New light-emitting implant zaps cancer tumors with incredible precision

light emitting cancer chip screen shot 2018 07 17 at 16 40
Toshinori Fujie

Remember that light-emitting tracking device that Arnold Schwarzenegger’s character memorably pulls out of his nose in the 1990 movie Total Recall? A similar device might one day be implanted in your body to help you battle cancer.

The implantable device, which is held in place by sticky bioadhesive “nanosheets,” was developed by researchers at Japan’s Waseda University. It consists of an LED chip that’s wirelessly powered by NFC, the same technology used for mobile payment solutions like Apple Pay.

When tested under the skin of mice with cancer, the device was shown to be capable of effectively shrinking their tumors. It does this by using something called photodynamic therapy (PDT), a treatment which is already being used to fight some cancers. Photodynamic therapy requires the patient to take a drug that makes certain cells vulnerable to light. An endoscope is then used to shine light on the tumor for up to 45 minutes. However, this approach can make it difficult to control dosage, which is where the Waseda University’s new technology comes into play.

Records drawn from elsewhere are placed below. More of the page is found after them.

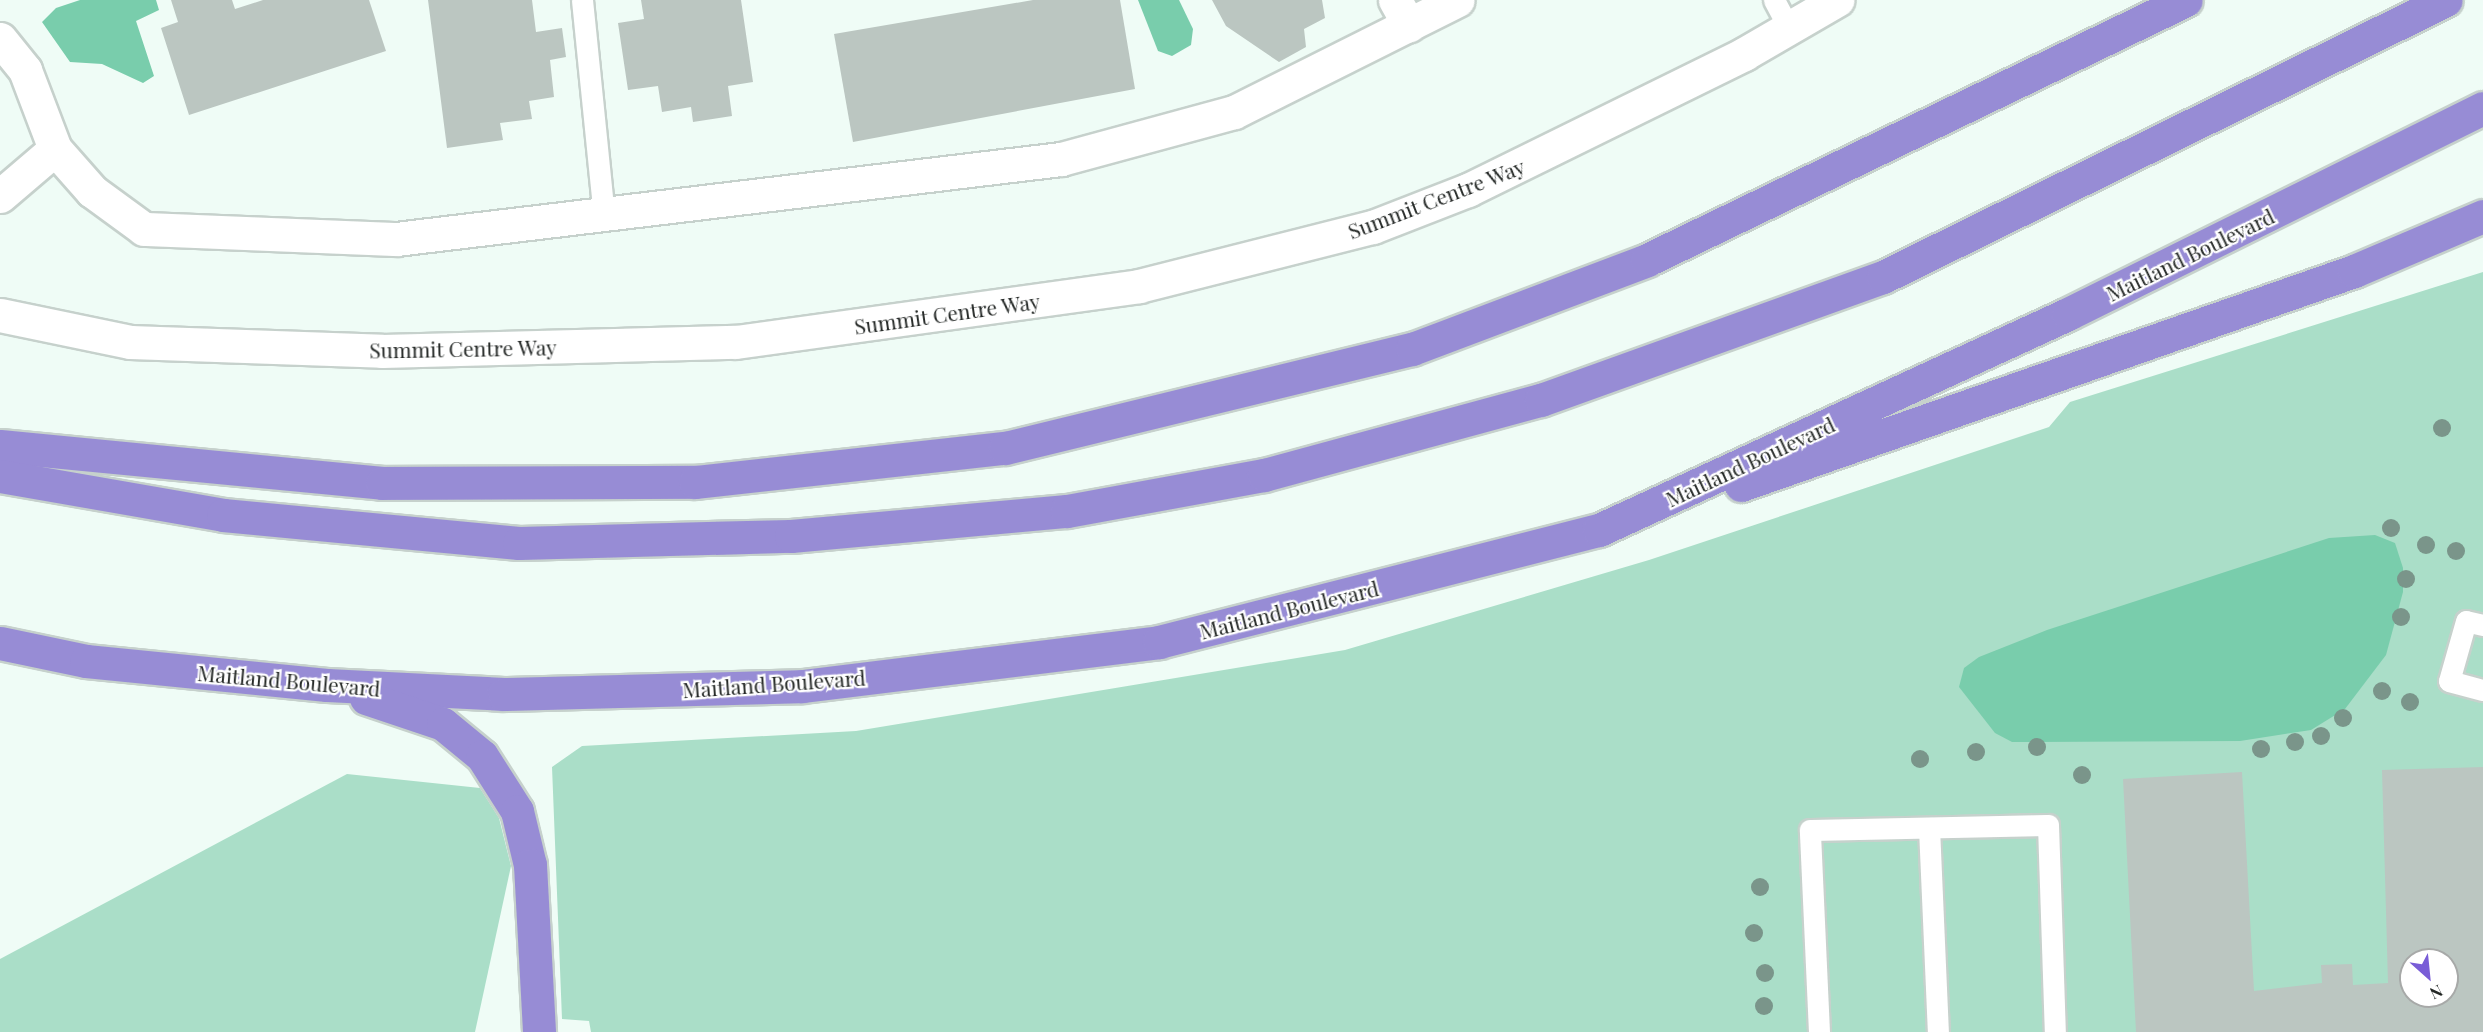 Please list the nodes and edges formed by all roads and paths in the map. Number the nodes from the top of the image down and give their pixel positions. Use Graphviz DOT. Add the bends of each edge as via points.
graph roads {
  1 [pos="582,0"];
  2 [pos="1458,0"];
  3 [pos="1774,0"];
  4 [pos="1837,0"];
  5 [pos="2186,0"];
  6 [pos="2446,0"];
  7 [pos="1402,13"];
  8 [pos="1790,28"];
  9 [pos="0,39"];
  10 [pos="2483,108"];
  11 [pos="55,149"];
  12 [pos="0,196"];
  13 [pos="604,216"];
  14 [pos="2483,216"];
  15 [pos="0,315"];
  16 [pos="0,447"];
  17 [pos="0,476"];
  18 [pos="1599,530"];
  19 [pos="2483,625"];
  20 [pos="0,643"];
  21 [pos="327,685"];
  22 [pos="2483,690"];
  23 [pos="1929,828"];
  24 [pos="538,1032"];
  25 [pos="1819,1032"];
  26 [pos="1938,1032"];
  27 [pos="2055,1032"];
  1 -- 13 [label="lane"];
  2 -- 7 [label="street"];
  3 -- 8 [label="lane"];
  4 -- 8 [label="street, Summit Centre Way"];
  5 -- 16 [label="highway" via="1636,264 1412,349 1005,448 695,482 382,483"];
  6 -- 17 [label="highway" via="1883,277 1541,399 1264,475 1010,516 790,536 519,543 223,515"];
  7 -- 13 [label="street" via="1234,112 1061,159"];
  8 -- 15 [label="street, Summit Centre Way" via="1468,190 1373,226 1139,286 701,343 382,351 130,342"];
  9 -- 11 [label="street" via="25,70"];
  10 -- 18 [label="highway, Maitland Boulevard" via="2068,314"];
  11 -- 12 [label="street"];
  11 -- 13 [label="street" via="92,191 144,229 396,239"];
  14 -- 18 [label="highway" via="2354,272 1848,450"];
  18 -- 21 [label="highway, Maitland Boulevard" via="1159,642 802,686 504,694"];
  19 -- 22 [label="lane" via="2466,621 2450,681"];
  20 -- 21 [label="highway, Maitland Boulevard" via="86,661"];
  21 -- 24 [label="highway" via="443,724 482,756 517,811 530,865"];
  23 -- 25 [label="lane" via="1810,830"];
  23 -- 26 [label="lane"];
  23 -- 27 [label="lane" via="2048,825"];
}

“The device can be easily pasted to the target tumor owing to the ultra-flexibility of [our] nanosheets, without conventional suturing,” Professor Toshinori Fujie, who led the research, told Digital Trends. “The beauty of this study is we succeeded in decreasing the light intensity, about 1,000-fold smaller than the conventional therapy, [so as to] avoid thermal damage of normal tissue — yet realized effective treatment of cancer by local light irradiation, thanks to the bio-adhesive nanosheet.”

According to Fujie, the approach could one day be used to help treat cancerous tumors in parts of the body like the brain or pancreas. These organs make it risky to use conventional cancer-treatment approaches, such as surgery or radiotherapy, because of the possibility of damaging surrounding healthy tissues, nerves, and blood vessels.

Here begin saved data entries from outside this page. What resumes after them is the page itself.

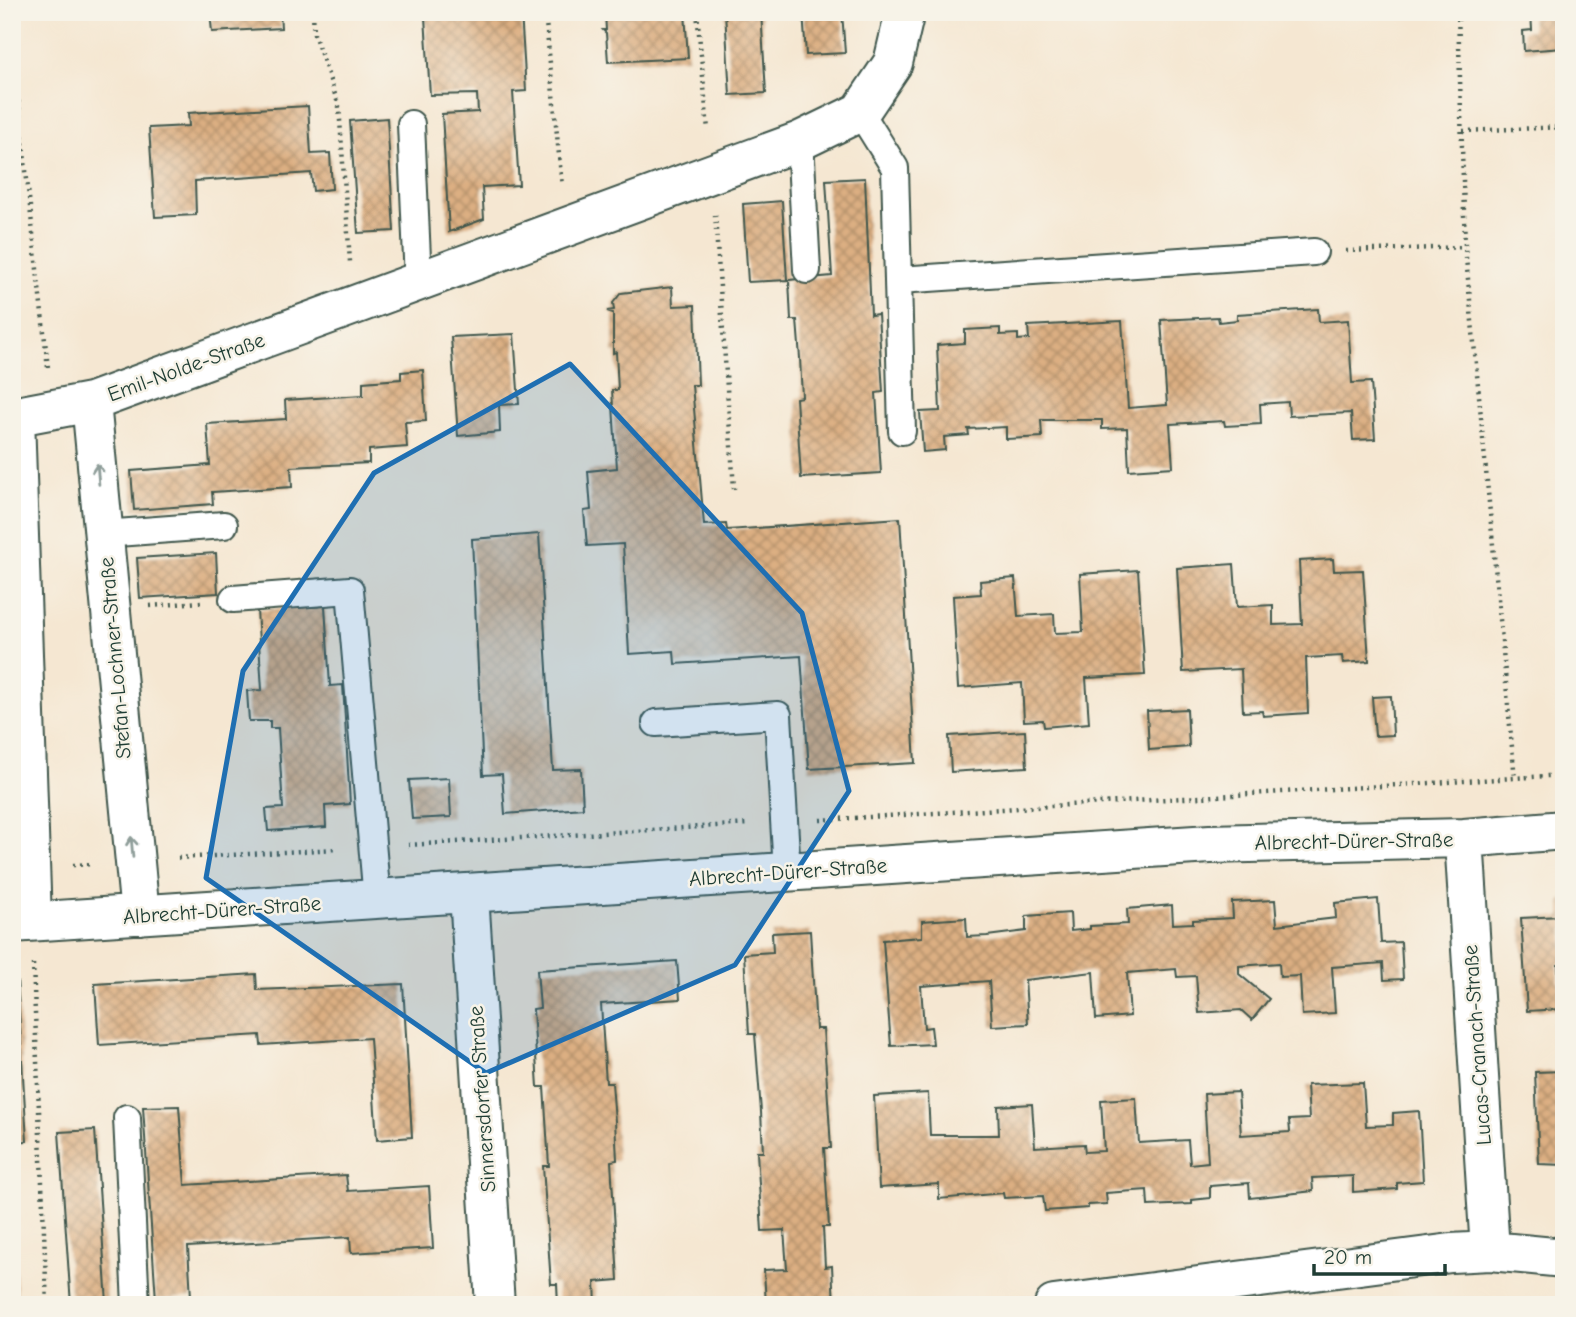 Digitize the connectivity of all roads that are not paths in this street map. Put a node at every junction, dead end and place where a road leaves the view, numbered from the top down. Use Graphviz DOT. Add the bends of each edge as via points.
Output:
graph roads {
  1 [pos="905,12"];
  2 [pos="860,112"];
  3 [pos="411,124"];
  4 [pos="800,141"];
  5 [pos="1314,252"];
  6 [pos="807,270"];
  7 [pos="900,280"];
  8 [pos="418,281"];
  9 [pos="91,401"];
  10 [pos="13,417"];
  11 [pos="902,431"];
  12 [pos="223,525"];
  13 [pos="103,534"];
  14 [pos="233,599"];
  15 [pos="656,723"];
  16 [pos="1564,830"];
  17 [pos="1464,838"];
  18 [pos="787,872"];
  19 [pos="469,894"];
  20 [pos="377,900"];
  21 [pos="140,915"];
  22 [pos="22,922"];
  23 [pos="127,1118"];
  24 [pos="1490,1251"];
  25 [pos="1564,1258"];
  26 [pos="136,1305"];
  27 [pos="495,1305"];
  28 [pos="1054,1305"];
  1 -- 2 [label="street" via="893,63"];
  2 -- 4 [label="street, Emil-Nolde-Straße"];
  2 -- 7 [label="lane" via="895,168"];
  3 -- 8 [label="lane"];
  4 -- 6 [label="lane"];
  4 -- 8 [label="street, Emil-Nolde-Straße"];
  5 -- 7 [label="lane"];
  7 -- 11 [label="lane"];
  8 -- 9 [label="street, Emil-Nolde-Straße"];
  9 -- 10 [label="street, Emil-Nolde-Straße"];
  13 -- 9 [label="street, Stefan-Lochner-Straße, one-way"];
  10 -- 22 [label="street"];
  12 -- 13 [label="lane"];
  21 -- 13 [label="street, Stefan-Lochner-Straße, one-way"];
  14 -- 20 [label="lane" via="350,590"];
  15 -- 18 [label="lane" via="778,715"];
  16 -- 17 [label="street, Albrecht-Dürer-Straße"];
  17 -- 18 [label="street, Albrecht-Dürer-Straße" via="1210,844"];
  17 -- 24 [label="street, Lucas-Cranach-Straße"];
  18 -- 19 [label="street, Albrecht-Dürer-Straße"];
  19 -- 20 [label="street, Albrecht-Dürer-Straße"];
  19 -- 27 [label="street, Sinnersdorfer Straße"];
  20 -- 21 [label="street, Albrecht-Dürer-Straße"];
  21 -- 22 [label="street, Albrecht-Dürer-Straße"];
  23 -- 26 [label="lane"];
  24 -- 25 [label="street"];
  24 -- 28 [label="street"];
}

“Definitely, we should push forward this technology from benchside to bedside to improve the quality of life of patients,” Fujie continued. “We hope to start the translational research as soon as we solve the legal regulation in medical device developments. To this end, our next research is to consolidate the protocol and clinical design to show the effectiveness in the appropriate lesions, which cannot be accessed by conventional PDT, such as hard-to-detect micro-tumors and deeply located lesions.”

A paper describing the work was recently published in the journal Nature Biomedical Engineering.